口を挟まずに居るうちにつらくんととてくんの間でお別れの挨拶が済んでいた。

「モニさん、もしかして僕らもお別れしといたほうがいいやつですか?」

「セオリー通りに考えるならそうやな」

「つらくん桃鉄楽しかったよ。あとで掲示板で配信催促しておくよー」

「ありがとな津浦和ー。もう来んでええからなー」

僕らは別れの挨拶をした。

「そういえばむったんは大丈夫なんですかね?」

「分からん。うちは余計なことをして悪いようになったら困るから何もせーへん」

「とてくんあとは頼んだよ」

「あれ、桃鉄は? 今から始めるんだっけ?」

むったんの声と口調だった。どうやら元に戻ったらしい。

「いや、桃鉄は終わったよ。むったんには悪いけど」

僕は経緯を説明した。つらくんが来たこと。むったんのおかげで桃鉄ができたとつらくんが感謝していたこと。むったん社長は2位になったこと。

「ちょっとにわかには信じられないな……でも桃鉄の結果はたしかに残ってるし……」

「あまり気にしない方がいいんじゃない? 身体もおかしなところないでしょ?」

「そうだね。途中から俺は桃鉄やれてないけど、二人でやれたと考えれば良いのかもしれない。チーム戦だ」

むったんは眠そうにそう言った。まだ寝起きみたいな気分なのかもしれない。

「そうそう。
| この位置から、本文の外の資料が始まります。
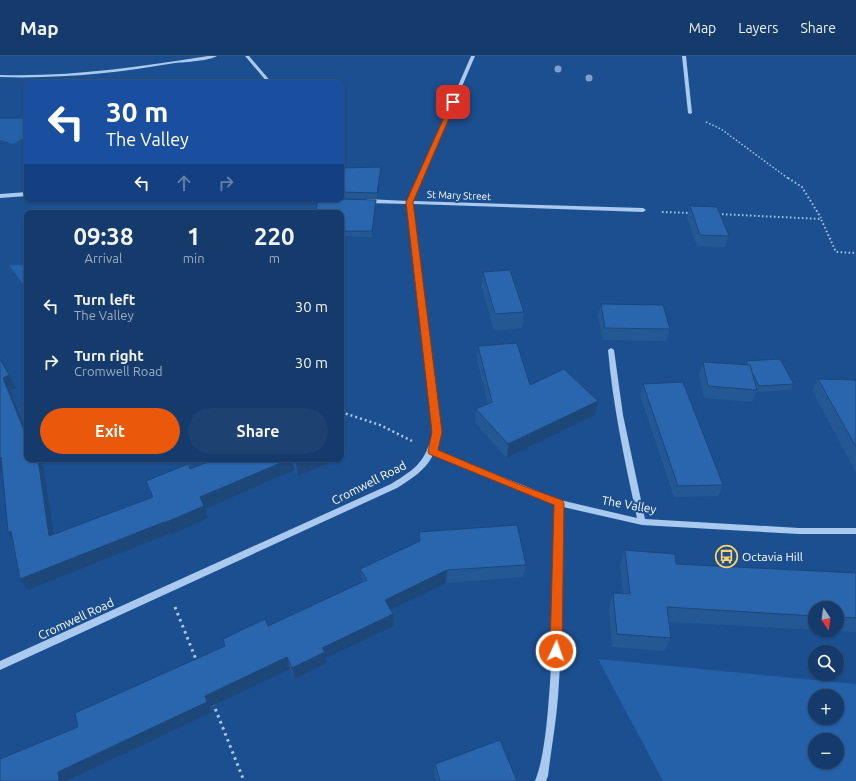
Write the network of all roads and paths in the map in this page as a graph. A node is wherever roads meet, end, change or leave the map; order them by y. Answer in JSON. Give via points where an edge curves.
{"nodes":[{"id":1,"x":215,"y":56,"type":"edge"},
{"id":2,"x":247,"y":56,"type":"edge"},
{"id":3,"x":473,"y":56,"type":"edge"},
{"id":4,"x":684,"y":56,"type":"edge"},
{"id":5,"x":0,"y":76,"type":"edge"},
{"id":6,"x":267,"y":80,"type":"edge"},
{"id":7,"x":690,"y":113,"type":"joint"},
{"id":8,"x":24,"y":194,"type":"edge"},
{"id":9,"x":0,"y":196,"type":"edge"},
{"id":10,"x":362,"y":201,"type":"edge"},
{"id":11,"x":410,"y":202,"type":"junction"},
{"id":12,"x":643,"y":210,"type":"joint"},
{"id":13,"x":694,"y":213,"type":"edge"},
{"id":14,"x":718,"y":214,"type":"edge"},
{"id":15,"x":821,"y":219,"type":"junction"},
{"id":16,"x":856,"y":253,"type":"edge"},
{"id":17,"x":611,"y":350,"type":"dead end"},
{"id":18,"x":344,"y":413,"type":"edge"},
{"id":19,"x":432,"y":452,"type":"junction"},
{"id":20,"x":559,"y":503,"type":"junction"},
{"id":21,"x":642,"y":522,"type":"junction"},
{"id":22,"x":856,"y":531,"type":"edge"},
{"id":23,"x":168,"y":589,"type":"junction"},
{"id":24,"x":197,"y":663,"type":"edge"},
{"id":25,"x":0,"y":666,"type":"edge"},
{"id":26,"x":212,"y":700,"type":"edge"},
{"id":27,"x":244,"y":781,"type":"edge"},
{"id":28,"x":540,"y":781,"type":"edge"}],
"edges":[{"from":1,"to":5,"type":"street","via":[[89,74]]},
{"from":2,"to":6,"type":"street"},
{"from":3,"to":11,"type":"street"},
{"from":4,"to":7,"type":"street"},
{"from":7,"to":15,"type":"path","via":[[721,130],[802,187]]},
{"from":8,"to":9,"type":"street"},
{"from":10,"to":11,"type":"street","name":"St Mary Street"},
{"from":11,"to":12,"type":"street","name":"St Mary Street"},
{"from":11,"to":19,"type":"street","name":"Cromwell Road","via":[[437,432]]},
{"from":12,"to":13,"type":"path"},
{"from":14,"to":15,"type":"path"},
{"from":15,"to":16,"type":"path","via":[[836,252]]},
{"from":17,"to":21,"type":"street","via":[[613,382]]},
{"from":18,"to":19,"type":"path","via":[[380,425]]},
{"from":19,"to":20,"type":"street","name":"The Valley"},
{"from":19,"to":23,"type":"street","name":"Cromwell Road","via":[[419,470],[394,486]]},
{"from":20,"to":21,"type":"street","name":"The Valley"},
{"from":20,"to":28,"type":"street","via":[[554,695],[551,727]]},
{"from":21,"to":22,"type":"street","name":"The Valley","via":[[799,531]]},
{"from":23,"to":24,"type":"path"},
{"from":23,"to":25,"type":"street","name":"Cromwell Road"},
{"from":26,"to":27,"type":"path"}]}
うちもつらくんと桃鉄できて楽しかったー」

「せやな、毎年の恒例にしたいな。降霊だけに」

「モニさん、今年1年を締めくくる言葉ありがとうございます」

「もっと感謝してくれてええんやで」

その後はなんとなしに雑談を続けて、ご飯時になったときに一人また一人と落ちていった。



それからも僕ととてくんとモニさんの生活ぶりは相変わらずだ。気分によってみんなで集まっては話をしたりゲームをしたりしている。むったんは相変わらず仕事が忙しいらしい。だけどたまには一緒にゲームをしてくれる。
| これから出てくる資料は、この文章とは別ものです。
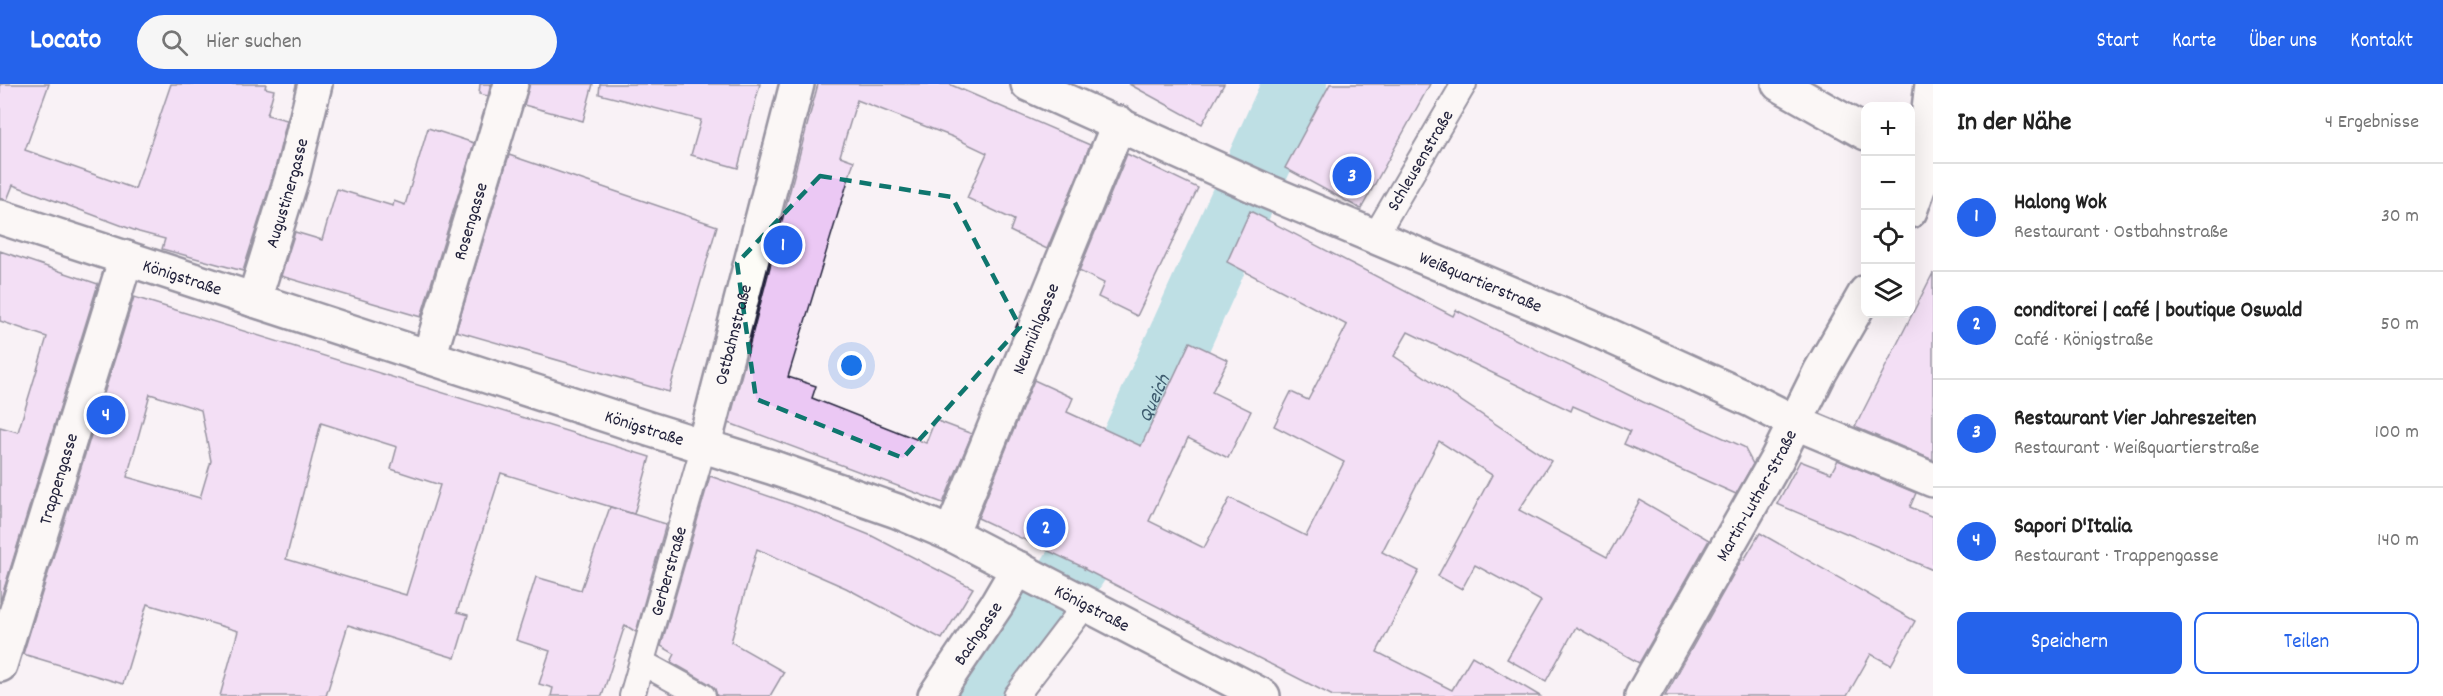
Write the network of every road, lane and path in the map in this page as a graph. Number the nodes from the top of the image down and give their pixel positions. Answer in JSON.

むったん曰く「こうしてゲームをしてればまたつらくんが来てくれるかもしれないし、それに死後の世界のことを考えてたら仕事はどうでもよくなった」らしい。少し怪しい言い分だったが僕らはむったんとゲームができる機会が増えたので素直に喜んだ。

つらくんの配信は今に至るまで無いままだ。僕は津浦和掲示板に「はやく配信しろ」と書き込んだ。他にも「Twitter芸やめろ」「どうして配信せんの?」「おい」「カス」「二度と配信するな」といった書き込みがなされていた。つらくんは愛されているのだ。

僕はつらくんがまた配信してくれる日のことを想像しながら仕事へ戻った。